Section 184.5 of the Criminal Code of Canada states that anyone found guilty of intercepting cellular phone calls "maliciously or for gain" can be sentenced to a maximum of five years in prison.
Jones said that while Section 183 says that calls made on analog cell phones, or via "radio-based telephone communication" are not considered a "private communication", DwC may still be violating the law under Section 184.5 by using the intercepted conversations maliciously.
Neither the Vancouver Police Department nor the Royal Canadian Mounted Police could be reached for comment. British Columbia has an Office of the Information and Privacy Commissioner, but that department only oversees the privacy of public bodies, and not individuals.
AOL deleted the cellphone Shoutcast channel on Friday.
"We removed the listing from the directory", said AOL spokeswoman Tricia Primrose. "When something [like this] comes to our attention we want to act responsibly and swifty to remove it if we think that is appropriate.

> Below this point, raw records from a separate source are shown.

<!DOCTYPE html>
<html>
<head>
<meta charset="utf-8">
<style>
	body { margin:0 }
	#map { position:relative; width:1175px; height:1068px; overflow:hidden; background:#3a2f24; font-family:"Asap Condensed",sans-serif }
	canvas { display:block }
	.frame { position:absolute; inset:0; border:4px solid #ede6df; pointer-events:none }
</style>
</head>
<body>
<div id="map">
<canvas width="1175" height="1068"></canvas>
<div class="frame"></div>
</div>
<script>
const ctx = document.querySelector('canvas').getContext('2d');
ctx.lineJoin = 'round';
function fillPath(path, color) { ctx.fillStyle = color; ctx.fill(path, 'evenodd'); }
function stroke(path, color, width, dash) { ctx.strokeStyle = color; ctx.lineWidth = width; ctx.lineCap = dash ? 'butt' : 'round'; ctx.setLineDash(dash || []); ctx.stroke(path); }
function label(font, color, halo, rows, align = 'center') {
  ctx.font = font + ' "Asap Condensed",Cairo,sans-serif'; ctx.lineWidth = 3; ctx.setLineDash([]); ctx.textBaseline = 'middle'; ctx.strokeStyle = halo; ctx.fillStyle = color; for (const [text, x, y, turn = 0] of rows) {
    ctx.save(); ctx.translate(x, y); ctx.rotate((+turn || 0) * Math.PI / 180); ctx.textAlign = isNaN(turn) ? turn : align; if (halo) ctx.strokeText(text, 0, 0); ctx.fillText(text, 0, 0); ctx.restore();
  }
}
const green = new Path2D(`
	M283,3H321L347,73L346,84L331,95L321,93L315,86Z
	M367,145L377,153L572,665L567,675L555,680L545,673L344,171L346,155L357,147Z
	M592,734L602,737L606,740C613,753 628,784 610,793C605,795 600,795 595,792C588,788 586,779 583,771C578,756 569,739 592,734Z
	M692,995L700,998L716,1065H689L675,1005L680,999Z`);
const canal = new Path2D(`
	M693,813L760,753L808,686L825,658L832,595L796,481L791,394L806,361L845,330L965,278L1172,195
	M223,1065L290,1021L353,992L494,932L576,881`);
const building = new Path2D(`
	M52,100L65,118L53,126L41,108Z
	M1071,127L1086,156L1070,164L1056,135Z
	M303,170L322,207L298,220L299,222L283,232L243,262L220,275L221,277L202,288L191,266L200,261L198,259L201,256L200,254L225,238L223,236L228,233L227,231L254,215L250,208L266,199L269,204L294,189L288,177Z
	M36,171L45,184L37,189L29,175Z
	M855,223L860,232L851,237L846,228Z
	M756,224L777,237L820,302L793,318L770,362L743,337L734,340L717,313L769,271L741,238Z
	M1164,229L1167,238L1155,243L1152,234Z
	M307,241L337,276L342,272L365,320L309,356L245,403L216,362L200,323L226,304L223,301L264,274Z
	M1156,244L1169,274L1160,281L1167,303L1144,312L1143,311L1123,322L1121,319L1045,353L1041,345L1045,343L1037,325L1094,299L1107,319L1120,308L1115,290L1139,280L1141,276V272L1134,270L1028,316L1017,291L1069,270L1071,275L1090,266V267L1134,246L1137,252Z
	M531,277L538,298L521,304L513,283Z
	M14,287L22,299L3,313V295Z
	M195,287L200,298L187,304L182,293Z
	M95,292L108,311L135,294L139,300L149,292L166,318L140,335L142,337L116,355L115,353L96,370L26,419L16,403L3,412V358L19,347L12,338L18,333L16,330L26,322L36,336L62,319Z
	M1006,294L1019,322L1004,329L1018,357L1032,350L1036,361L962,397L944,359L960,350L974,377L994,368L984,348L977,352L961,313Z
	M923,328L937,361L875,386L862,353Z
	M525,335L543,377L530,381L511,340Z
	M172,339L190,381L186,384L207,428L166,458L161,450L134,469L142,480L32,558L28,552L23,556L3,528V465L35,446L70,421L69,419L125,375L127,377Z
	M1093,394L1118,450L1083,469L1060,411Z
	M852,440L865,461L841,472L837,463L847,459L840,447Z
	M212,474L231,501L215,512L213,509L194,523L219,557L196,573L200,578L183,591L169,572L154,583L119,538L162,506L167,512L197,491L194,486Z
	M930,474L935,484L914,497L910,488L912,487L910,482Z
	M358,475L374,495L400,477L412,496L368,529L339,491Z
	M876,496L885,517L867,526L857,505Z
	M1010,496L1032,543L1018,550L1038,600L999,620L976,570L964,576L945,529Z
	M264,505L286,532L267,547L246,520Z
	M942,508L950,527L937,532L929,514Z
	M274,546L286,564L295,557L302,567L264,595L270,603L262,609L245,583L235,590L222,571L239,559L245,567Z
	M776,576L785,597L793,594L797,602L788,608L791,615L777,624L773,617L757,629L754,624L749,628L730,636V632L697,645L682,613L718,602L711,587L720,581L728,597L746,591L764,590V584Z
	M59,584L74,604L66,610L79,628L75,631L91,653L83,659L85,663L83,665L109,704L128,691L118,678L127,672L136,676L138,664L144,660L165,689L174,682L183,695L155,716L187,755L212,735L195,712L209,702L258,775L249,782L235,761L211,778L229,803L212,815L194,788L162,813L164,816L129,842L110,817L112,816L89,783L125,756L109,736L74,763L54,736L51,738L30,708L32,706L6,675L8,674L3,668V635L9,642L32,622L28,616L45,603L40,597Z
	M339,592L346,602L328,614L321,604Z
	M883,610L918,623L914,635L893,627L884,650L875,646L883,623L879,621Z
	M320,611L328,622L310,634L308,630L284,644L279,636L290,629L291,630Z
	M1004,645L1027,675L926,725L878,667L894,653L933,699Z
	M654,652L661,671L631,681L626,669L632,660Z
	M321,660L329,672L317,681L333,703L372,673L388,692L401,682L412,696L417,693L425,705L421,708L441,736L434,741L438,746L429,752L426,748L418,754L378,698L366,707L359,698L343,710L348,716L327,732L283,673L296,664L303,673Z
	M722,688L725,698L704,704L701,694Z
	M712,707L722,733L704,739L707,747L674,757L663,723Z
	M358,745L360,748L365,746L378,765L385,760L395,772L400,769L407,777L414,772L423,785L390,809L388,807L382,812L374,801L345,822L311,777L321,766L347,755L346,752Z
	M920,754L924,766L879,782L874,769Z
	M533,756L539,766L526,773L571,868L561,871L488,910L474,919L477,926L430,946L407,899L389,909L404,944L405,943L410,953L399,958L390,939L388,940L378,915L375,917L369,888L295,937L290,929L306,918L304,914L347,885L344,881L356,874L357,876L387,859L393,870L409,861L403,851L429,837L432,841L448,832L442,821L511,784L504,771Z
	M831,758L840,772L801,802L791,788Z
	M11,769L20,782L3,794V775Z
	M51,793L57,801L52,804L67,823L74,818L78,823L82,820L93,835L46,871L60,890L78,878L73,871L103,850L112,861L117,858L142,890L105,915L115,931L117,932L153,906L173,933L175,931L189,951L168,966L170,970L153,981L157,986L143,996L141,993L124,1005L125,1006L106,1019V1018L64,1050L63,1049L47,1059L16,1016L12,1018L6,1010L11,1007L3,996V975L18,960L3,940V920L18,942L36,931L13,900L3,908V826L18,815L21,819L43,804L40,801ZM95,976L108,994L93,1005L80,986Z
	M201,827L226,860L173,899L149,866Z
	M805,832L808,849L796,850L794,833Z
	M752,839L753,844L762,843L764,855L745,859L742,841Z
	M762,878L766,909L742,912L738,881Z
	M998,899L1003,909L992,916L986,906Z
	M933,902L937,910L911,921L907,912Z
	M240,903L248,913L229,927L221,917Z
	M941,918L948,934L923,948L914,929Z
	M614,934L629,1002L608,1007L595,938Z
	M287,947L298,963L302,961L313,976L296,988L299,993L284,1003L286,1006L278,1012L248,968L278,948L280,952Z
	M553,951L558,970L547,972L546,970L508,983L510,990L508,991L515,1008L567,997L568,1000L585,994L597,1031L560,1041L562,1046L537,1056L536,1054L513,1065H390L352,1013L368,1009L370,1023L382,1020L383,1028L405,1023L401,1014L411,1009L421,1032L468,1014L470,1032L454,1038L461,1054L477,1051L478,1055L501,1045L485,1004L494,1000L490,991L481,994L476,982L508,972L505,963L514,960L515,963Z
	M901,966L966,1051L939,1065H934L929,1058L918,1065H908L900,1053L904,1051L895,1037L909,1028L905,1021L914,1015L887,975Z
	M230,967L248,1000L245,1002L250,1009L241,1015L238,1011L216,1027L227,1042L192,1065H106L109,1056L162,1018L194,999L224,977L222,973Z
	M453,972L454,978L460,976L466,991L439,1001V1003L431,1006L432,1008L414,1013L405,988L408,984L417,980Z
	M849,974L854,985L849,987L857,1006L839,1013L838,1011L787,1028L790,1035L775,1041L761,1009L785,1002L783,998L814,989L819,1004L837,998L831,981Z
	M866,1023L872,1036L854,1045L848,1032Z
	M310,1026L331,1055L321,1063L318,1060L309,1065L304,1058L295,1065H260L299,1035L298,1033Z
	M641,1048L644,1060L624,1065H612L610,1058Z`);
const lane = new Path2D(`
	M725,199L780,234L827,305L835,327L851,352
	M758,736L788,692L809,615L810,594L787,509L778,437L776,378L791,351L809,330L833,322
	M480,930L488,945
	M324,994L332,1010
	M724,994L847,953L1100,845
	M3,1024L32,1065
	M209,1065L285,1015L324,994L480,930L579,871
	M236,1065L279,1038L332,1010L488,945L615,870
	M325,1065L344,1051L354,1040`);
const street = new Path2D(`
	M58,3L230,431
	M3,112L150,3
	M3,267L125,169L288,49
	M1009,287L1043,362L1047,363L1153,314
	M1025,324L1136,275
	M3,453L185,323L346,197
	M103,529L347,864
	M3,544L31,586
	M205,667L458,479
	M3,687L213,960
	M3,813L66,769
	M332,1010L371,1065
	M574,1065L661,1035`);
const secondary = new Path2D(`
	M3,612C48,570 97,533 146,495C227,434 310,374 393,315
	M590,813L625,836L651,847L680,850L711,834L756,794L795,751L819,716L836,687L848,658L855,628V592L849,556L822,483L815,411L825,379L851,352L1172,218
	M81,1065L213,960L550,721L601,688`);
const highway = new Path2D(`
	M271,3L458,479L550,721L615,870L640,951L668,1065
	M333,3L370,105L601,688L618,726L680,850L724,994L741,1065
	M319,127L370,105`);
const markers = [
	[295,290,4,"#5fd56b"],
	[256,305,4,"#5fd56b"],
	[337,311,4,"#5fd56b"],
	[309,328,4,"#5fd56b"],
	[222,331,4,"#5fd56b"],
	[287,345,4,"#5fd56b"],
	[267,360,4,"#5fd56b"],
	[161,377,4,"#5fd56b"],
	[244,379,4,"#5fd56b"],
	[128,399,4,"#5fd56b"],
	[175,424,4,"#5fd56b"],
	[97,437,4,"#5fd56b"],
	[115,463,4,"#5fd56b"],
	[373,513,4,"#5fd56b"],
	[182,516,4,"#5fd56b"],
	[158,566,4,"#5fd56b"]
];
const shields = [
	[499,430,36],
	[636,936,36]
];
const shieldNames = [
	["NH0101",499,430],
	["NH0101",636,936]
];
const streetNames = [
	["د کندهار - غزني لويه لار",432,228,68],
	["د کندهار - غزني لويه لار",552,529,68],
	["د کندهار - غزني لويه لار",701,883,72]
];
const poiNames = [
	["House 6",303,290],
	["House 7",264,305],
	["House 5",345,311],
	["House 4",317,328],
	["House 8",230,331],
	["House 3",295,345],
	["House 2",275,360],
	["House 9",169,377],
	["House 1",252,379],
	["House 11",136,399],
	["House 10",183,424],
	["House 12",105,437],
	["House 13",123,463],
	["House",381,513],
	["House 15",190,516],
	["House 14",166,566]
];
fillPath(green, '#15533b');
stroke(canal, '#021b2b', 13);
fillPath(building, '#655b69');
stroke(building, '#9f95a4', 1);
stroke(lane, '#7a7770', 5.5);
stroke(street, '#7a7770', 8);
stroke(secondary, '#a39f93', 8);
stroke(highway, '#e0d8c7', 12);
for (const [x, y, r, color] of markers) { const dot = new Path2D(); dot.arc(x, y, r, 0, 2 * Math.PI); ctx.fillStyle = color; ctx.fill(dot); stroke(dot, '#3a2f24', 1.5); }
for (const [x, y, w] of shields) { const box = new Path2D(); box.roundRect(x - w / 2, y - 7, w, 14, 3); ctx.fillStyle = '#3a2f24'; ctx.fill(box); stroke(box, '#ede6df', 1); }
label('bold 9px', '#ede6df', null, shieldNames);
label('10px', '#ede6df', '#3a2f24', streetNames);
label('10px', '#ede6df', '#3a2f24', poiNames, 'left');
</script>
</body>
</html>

In this case, we did."
The conversations are private, but mundane -- DwC's digital sieve catches the tedium of everyday life. One person gripes about why his insurance won't cover stolen scuba gear. A man on his way to work chats with his sleepy girlfriend. Then there are restaurant reservations, drug deals, someone complaining about her bowel obstruction.
Some are intimate, others are disturbing.

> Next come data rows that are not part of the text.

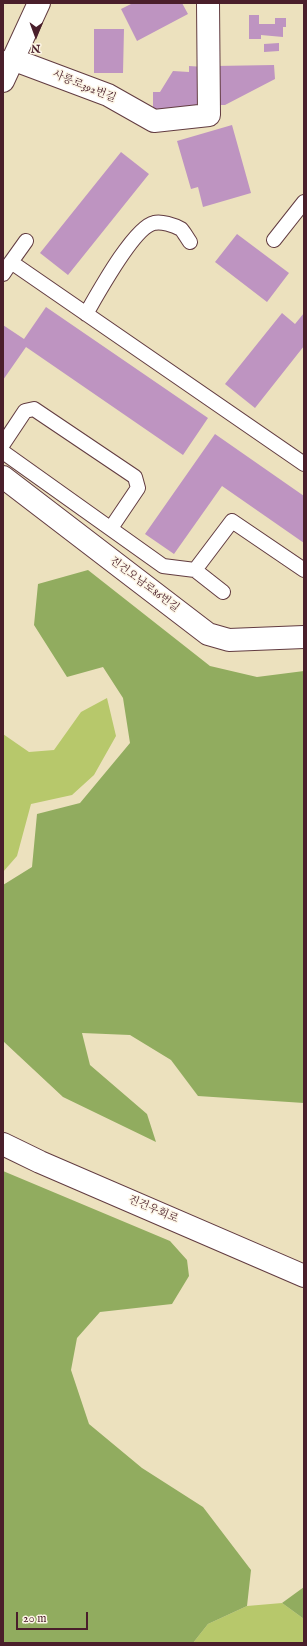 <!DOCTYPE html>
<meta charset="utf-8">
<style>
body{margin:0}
#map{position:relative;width:307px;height:1646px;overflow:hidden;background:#ece1be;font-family:"IM FELL English",serif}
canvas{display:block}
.frame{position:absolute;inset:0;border:4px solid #4a1f2b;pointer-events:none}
.north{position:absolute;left:16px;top:16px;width:40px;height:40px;-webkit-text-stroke:3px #fcf5e5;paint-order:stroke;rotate:181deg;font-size:11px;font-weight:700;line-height:16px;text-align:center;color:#4a1f2b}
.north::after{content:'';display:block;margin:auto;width:14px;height:18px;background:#4a1f2b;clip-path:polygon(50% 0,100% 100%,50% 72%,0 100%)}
.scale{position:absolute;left:16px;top:1612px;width:72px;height:18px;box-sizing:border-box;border:2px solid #4a1f2b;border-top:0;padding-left:5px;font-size:12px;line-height:14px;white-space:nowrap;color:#4a1f2b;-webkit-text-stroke:3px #fcf5e5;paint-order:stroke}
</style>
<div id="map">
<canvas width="307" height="1646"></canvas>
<div class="frame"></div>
<div class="north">N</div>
<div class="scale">20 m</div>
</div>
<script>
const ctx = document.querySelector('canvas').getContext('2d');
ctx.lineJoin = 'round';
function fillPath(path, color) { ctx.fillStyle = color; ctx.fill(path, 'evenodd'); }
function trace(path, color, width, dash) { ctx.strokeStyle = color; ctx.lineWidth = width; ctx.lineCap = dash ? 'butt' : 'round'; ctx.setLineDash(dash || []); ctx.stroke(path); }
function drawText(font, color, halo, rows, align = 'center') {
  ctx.font = font + ' "IM FELL English","Noto Serif KR",serif'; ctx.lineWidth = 3; ctx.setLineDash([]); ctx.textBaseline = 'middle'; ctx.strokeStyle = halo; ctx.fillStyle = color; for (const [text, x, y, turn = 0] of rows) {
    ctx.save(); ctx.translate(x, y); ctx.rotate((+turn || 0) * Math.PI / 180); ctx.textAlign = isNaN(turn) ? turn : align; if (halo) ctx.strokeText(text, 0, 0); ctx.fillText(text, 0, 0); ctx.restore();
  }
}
fillPath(new Path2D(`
 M 107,698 L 116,736 L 94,775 L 72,795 L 31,804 L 17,856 L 3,872 L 3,734 L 29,752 L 54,750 L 81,712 Z
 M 282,1603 L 304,1619 L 304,1643 L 193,1643 L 208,1624 L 247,1606 Z`), '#b7c86b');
fillPath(new Path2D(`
 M 88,570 L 210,666 L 257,677 L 304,671 L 304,1103 L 198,1096 L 171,1060 L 130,1035 L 82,1033 L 90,1065 L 147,1114 L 156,1142 L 63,1097 L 3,1041 L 3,885 L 32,867 L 37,814 L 80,803 L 130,743 L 123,698 L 103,667 L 67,677 L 34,625 L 38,584 Z
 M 3,1171 L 170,1241 L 187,1260 L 189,1276 L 172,1304 L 100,1312 L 77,1338 L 71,1370 L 89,1424 L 142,1468 L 203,1507 L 251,1570 L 247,1606 L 208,1624 L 193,1643 L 3,1643 Z
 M 304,1587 L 304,1619 L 282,1603 Z`), '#91ac5f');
fillPath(new Path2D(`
 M 133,3 L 182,3 L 188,14 L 137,41 L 121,9 Z
 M 249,15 L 259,15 L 259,24 L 275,24 L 275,18 L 286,18 L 286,27 L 283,27 L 283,37 L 261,35 L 261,39 L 249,39 Z
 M 94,29 L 124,29 L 123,73 L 94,73 Z
 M 279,43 L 279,51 L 264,52 L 264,44 Z
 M 274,65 L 275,79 L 225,105 L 215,105 L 215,66 Z
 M 189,66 L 205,67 L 204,110 L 153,109 L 153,92 L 160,92 L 173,71 L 189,72 Z
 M 232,125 L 251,193 L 203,207 L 198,187 L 191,189 L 177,141 Z
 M 121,152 L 149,174 L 68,275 L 40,253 Z
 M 237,234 L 289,273 L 267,302 L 215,262 Z
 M 46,307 L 208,418 L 183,455 L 26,347 L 3,380 L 3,325 L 24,339 Z
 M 282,313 L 295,324 L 304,313 L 304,346 L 255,408 L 225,384 Z
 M 215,434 L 304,496 L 304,543 L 222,486 L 174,554 L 145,534 Z`), '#be94c1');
const service = new Path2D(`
 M 274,240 L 304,202
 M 11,262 L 26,241
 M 3,274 L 11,262 L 304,464
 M 86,314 C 97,295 134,227 154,223 C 161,221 174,225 181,229 C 184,232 187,238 190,242
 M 3,444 L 25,411 L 34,409 L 135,477 L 138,488 L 111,528
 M 3,452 L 163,566 L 195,570 L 223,592
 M 195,570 L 232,521 L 304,570`);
const minor = new Path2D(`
 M 12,59 L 108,95 L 154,121 L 209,115 L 208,3
 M 3,81 L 39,3
 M 3,477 L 208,634 L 229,640 L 304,637`);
const secondary = new Path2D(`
 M 3,1144 L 40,1162 L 304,1276`);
trace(service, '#623c41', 16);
trace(minor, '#623c41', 24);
trace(secondary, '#623c41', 24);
trace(service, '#fff', 14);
trace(minor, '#fff', 22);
trace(secondary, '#fff', 22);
drawText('11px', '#4a1f2b', '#fcf5e5', [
 ["사릉로392번길",84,87,22],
 ["진건오남로86번길",144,585,37],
 ["진건우회로",153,1210,23]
]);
</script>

"He was having financial problems and he hung himself in his garage yesterday", said one voice.
"How old was he?"
While the chatter runs in the background, a group of streaming MP3 enthusiasts listens in on an Internet Relay Chat channel.
The cyber peanut gallery at times creates a bizarre interplay between reality and the group of technically sophisticated voyeurs. As a woman on a technical support cell call coaches a friend on how to plug in her keyboard, the voyeurs in the channel chime in with their own smart-aleck advice. Only they can hear it.
One young audiophile said he couldn't resist the voyeuristic thrill.
"I think he's trying to prove that we can't be ignorant to the people listening to the scanners", said the chatter, who described himself as an 18-year-old high school student from Toronto.
"It's like it's in the air: You can't stop the waves from going through your body; why not listen to it?"
For David Jones, the answer is to junk analog cell phones in favor of more secure digital PCS phones.
"We should all have digital cell phones that have strong crypto. It wouldn't matter if we are broadcasting encrypted voice because it would be indecipherable.
"Strong crypto keeps out the cops, it keeps out the reporters, and it keeps out this punk in Vancouver who is getting his jollies."